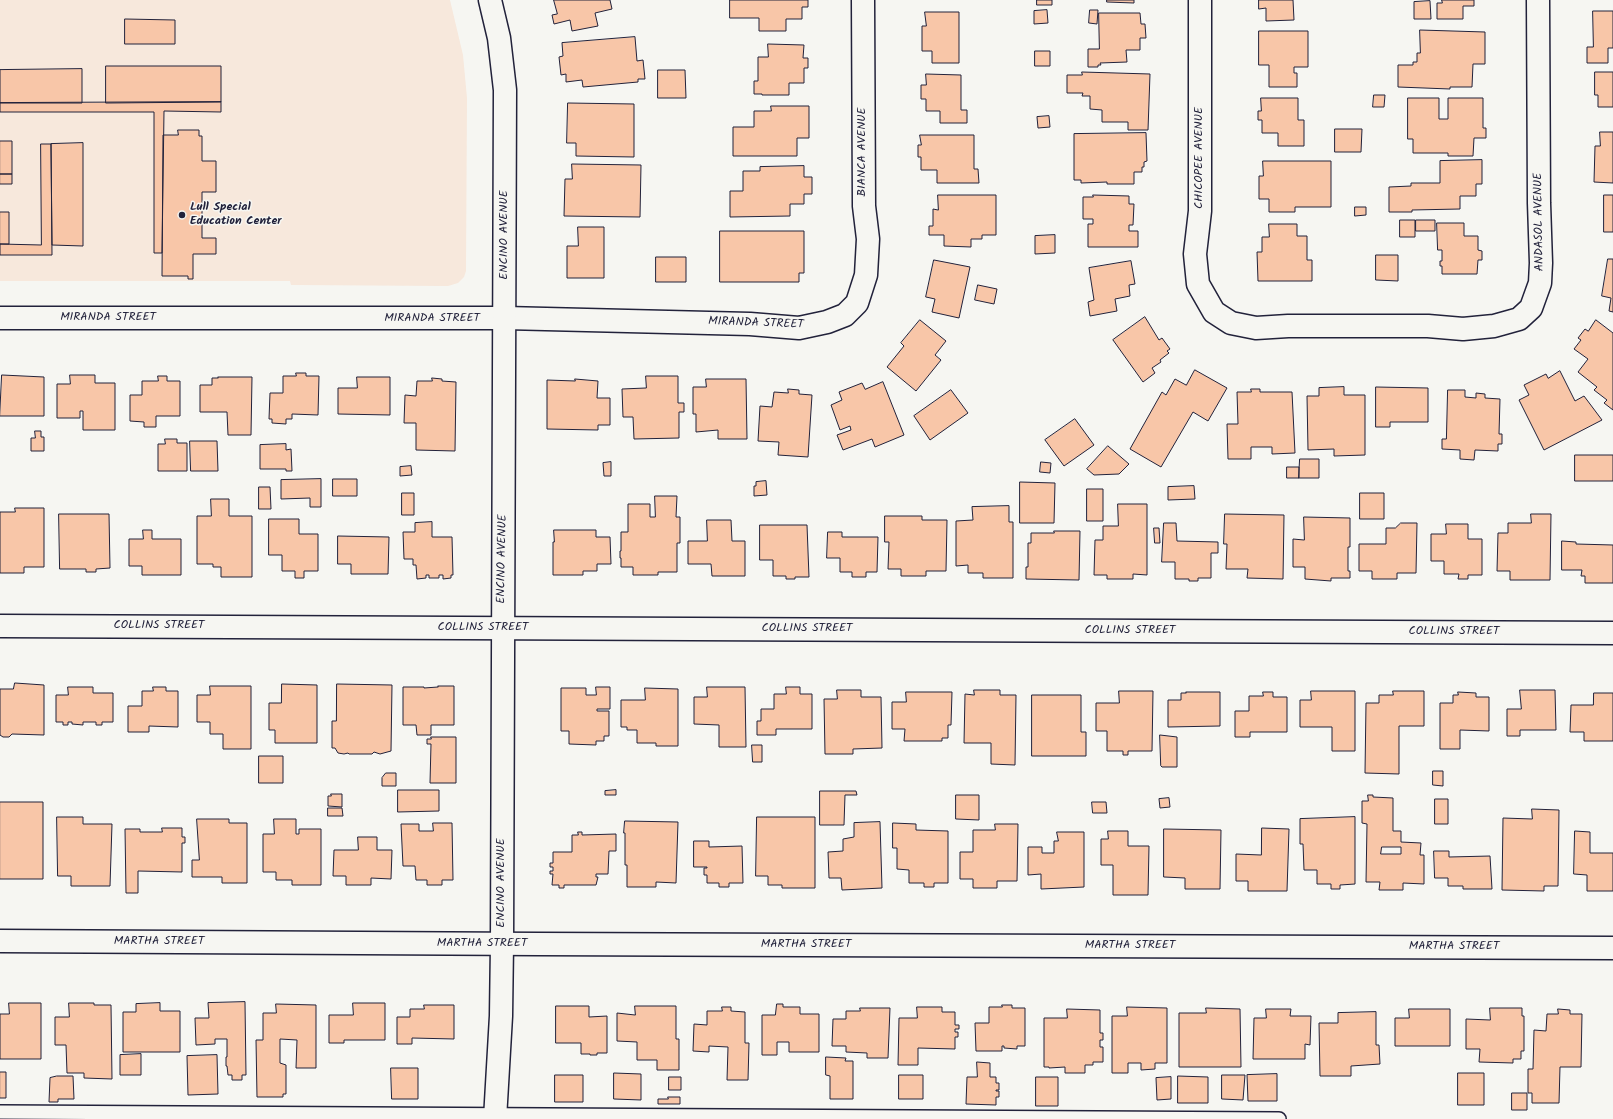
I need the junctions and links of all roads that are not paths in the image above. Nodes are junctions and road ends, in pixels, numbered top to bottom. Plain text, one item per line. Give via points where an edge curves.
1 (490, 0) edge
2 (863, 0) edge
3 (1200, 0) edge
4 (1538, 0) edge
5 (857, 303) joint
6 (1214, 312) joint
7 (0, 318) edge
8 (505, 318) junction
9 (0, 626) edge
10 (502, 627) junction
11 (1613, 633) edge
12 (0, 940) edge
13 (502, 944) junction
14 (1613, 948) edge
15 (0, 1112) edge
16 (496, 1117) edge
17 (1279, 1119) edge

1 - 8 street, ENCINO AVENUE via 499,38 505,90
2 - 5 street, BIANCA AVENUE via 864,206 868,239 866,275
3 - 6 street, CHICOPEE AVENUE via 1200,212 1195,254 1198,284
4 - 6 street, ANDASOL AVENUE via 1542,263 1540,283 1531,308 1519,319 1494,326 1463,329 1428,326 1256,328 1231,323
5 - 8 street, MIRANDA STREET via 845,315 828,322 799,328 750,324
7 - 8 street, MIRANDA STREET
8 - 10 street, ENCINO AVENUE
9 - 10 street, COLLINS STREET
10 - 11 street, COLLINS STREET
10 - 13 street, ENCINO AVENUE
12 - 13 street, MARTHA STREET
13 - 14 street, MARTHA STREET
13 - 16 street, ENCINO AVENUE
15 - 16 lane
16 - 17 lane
...
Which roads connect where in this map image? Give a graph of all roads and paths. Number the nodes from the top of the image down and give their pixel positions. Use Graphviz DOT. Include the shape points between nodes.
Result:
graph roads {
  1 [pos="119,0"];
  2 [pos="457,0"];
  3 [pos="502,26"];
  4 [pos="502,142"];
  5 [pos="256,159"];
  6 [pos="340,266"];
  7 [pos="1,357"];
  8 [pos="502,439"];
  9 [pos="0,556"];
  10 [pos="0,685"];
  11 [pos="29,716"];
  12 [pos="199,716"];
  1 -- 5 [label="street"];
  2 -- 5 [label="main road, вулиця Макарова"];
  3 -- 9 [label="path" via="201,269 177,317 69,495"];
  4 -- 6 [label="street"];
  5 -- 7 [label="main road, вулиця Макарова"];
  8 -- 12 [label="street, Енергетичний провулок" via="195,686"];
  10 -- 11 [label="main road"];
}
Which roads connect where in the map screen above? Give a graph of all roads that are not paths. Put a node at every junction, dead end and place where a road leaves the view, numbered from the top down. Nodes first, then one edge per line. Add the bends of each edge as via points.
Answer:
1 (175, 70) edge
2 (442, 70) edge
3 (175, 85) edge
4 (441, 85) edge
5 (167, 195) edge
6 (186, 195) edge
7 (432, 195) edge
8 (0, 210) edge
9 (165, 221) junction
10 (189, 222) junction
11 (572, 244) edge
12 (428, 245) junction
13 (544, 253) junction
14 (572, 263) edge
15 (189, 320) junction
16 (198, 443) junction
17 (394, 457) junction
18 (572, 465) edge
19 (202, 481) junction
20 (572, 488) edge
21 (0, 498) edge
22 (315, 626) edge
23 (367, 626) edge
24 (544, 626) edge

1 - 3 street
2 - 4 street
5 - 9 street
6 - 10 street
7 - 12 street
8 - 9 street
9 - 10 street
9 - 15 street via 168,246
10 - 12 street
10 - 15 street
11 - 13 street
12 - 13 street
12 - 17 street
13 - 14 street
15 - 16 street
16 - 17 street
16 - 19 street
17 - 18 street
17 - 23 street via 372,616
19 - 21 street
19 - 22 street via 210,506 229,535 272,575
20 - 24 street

◆ **Work item**
Please give an exact copy of the entries above, from the line with "Which roads connect where in this" down to the line with "Which roads connect where in the", inclusive, and nothing else.

◆ **Exercise output**
Which roads connect where in this map image? Give a graph of all roads and paths. Number the nodes from the top of the image down and give their pixel positions. Use Graphviz DOT. Include the shape points between nodes.
Result:
graph roads {
  1 [pos="119,0"];
  2 [pos="457,0"];
  3 [pos="502,26"];
  4 [pos="502,142"];
  5 [pos="256,159"];
  6 [pos="340,266"];
  7 [pos="1,357"];
  8 [pos="502,439"];
  9 [pos="0,556"];
  10 [pos="0,685"];
  11 [pos="29,716"];
  12 [pos="199,716"];
  1 -- 5 [label="street"];
  2 -- 5 [label="main road, вулиця Макарова"];
  3 -- 9 [label="path" via="201,269 177,317 69,495"];
  4 -- 6 [label="street"];
  5 -- 7 [label="main road, вулиця Макарова"];
  8 -- 12 [label="street, Енергетичний провулок" via="195,686"];
  10 -- 11 [label="main road"];
}
Which roads connect where in the map screen above? Give a graph of all roads that are not paths. Put a node at every junction, dead end and place where a road leaves the view, numbered from the top down. Nodes first, then one edge per line. Add the bends of each edge as via points.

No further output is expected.